How Can We Help You?
In today’s real estate market credit is “king” and we thought it would be helpful to let you know about a few myths that could put your credit scores at risk. The traditional credit scores from years past will no longer qualify you need to obtain the best interest rates for your home loan. Here are a few things that may help you:
1. Myth: You have to keep a balance on your credit card or the card will not be rated.
As long as you use your credit cards you will be rated. So if you have credit cards it is best to use them about once a month for small purchases.
2. Myth: It is okay if you go over the credit card limit because the credit card company authorized the purchase.
Wrong. Even going over by one dollar can deal you a double penalty and you could lose 80-120 points from your scores.
3. Myth: Pulling your own credit will hurt your credit score.
You can pull your credit report as many times as you want and it will NOT hurt your score. You only lose points from “hard inquiries” and those would be when a creditor or lender pulls your credit.
4. Myth: The amount of the credit card limit makes a difference.
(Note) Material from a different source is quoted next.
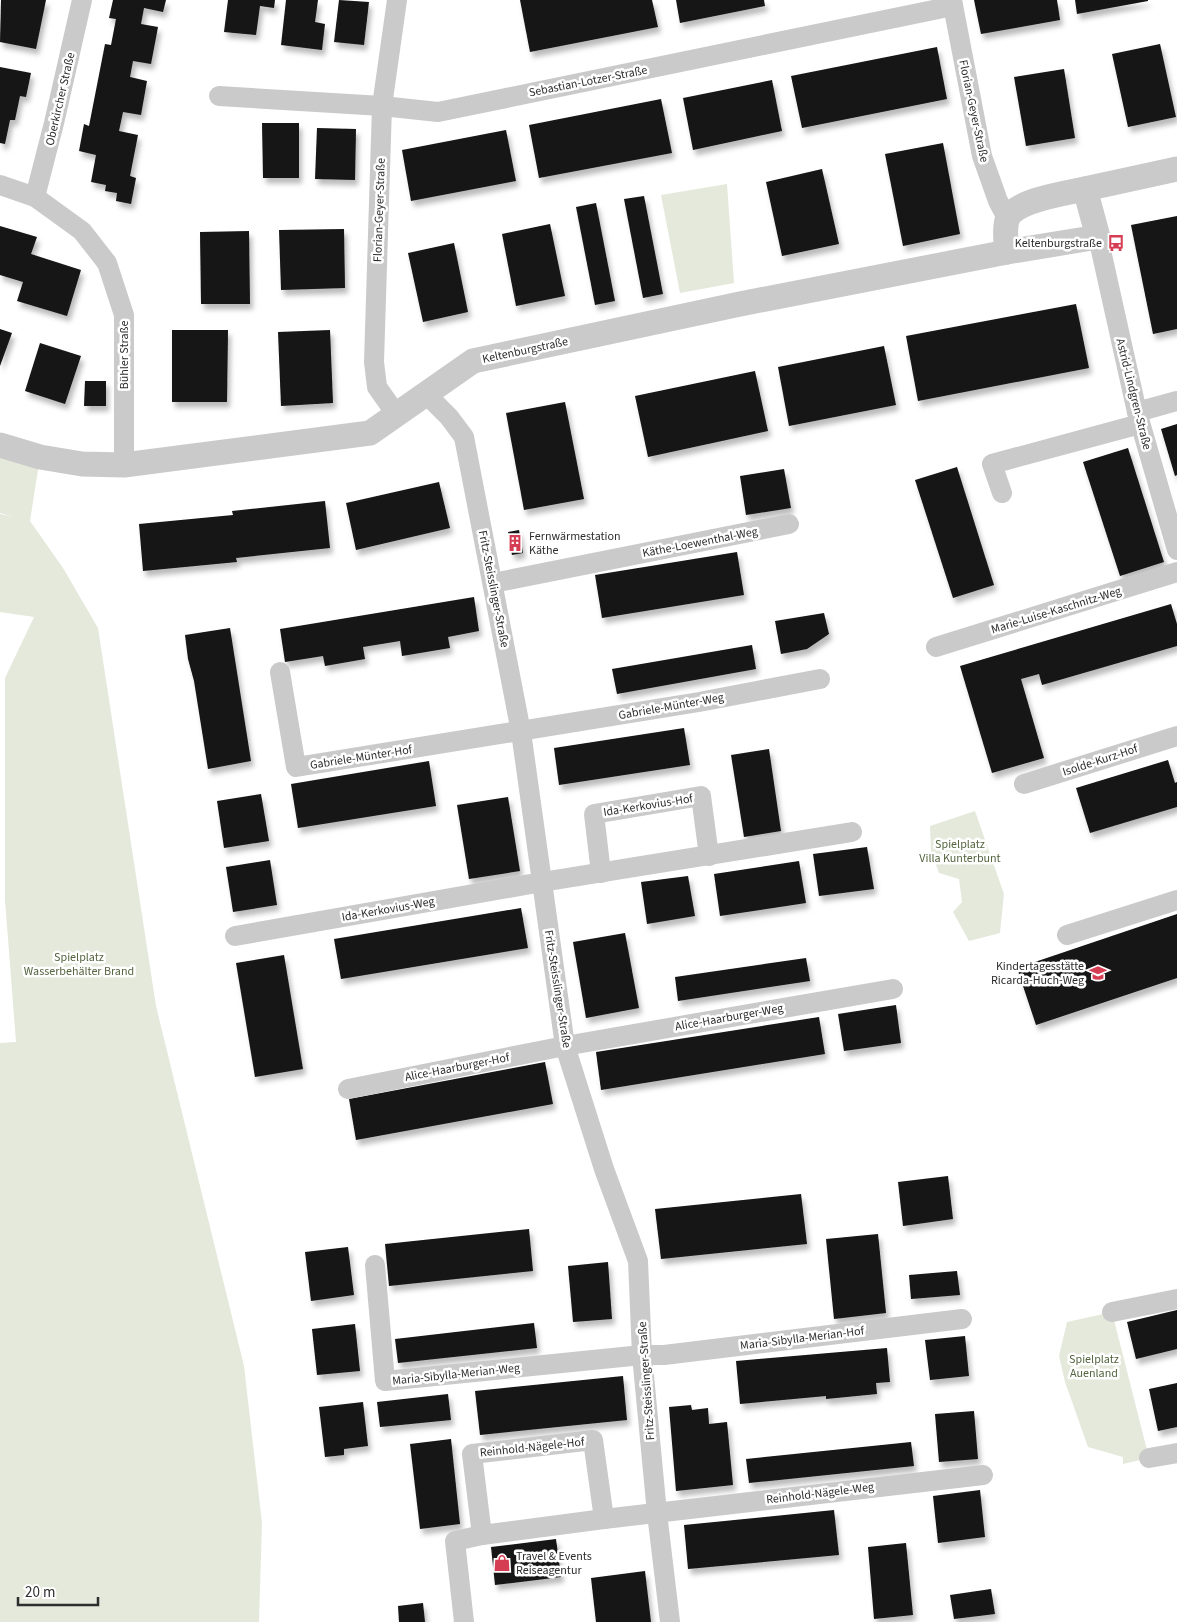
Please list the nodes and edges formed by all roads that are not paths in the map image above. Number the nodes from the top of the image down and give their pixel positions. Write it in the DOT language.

The amount of your credit card limit makes no difference. The important number is the ratio between the balance (debt owed) and the allowable spending limit. If you have a balance of $4.99 on a $5 card you will be penalized the same as if it were $49,999 on a $50,000 card. It is all about the percentage spent in relation to the amount allowed.
5. Myth: Closing credit cards accounts will help your score.
Don’t close credit card accounts at all with the exception of 1) closing a joint account after a divorce; or 2) removing your name from an authorized user account that has incurred negative history or has high balance-to-limit ratios. You will lose points in two factors when you close a credit card account, both in the Amounts Owed factor, which is worth 30% of you credit score, and in the Length of Credit History factor, which is worth 15% of your credit score. The more available money you have that you are not using, the better your score. Once you close the account, you lose the available limit on that card. Also, a common misconception is the belief that when you close a credit card account, any bad history on that account goes away. Not so, you may kill the card, but you cannot bury the history – it stays with you for seven years.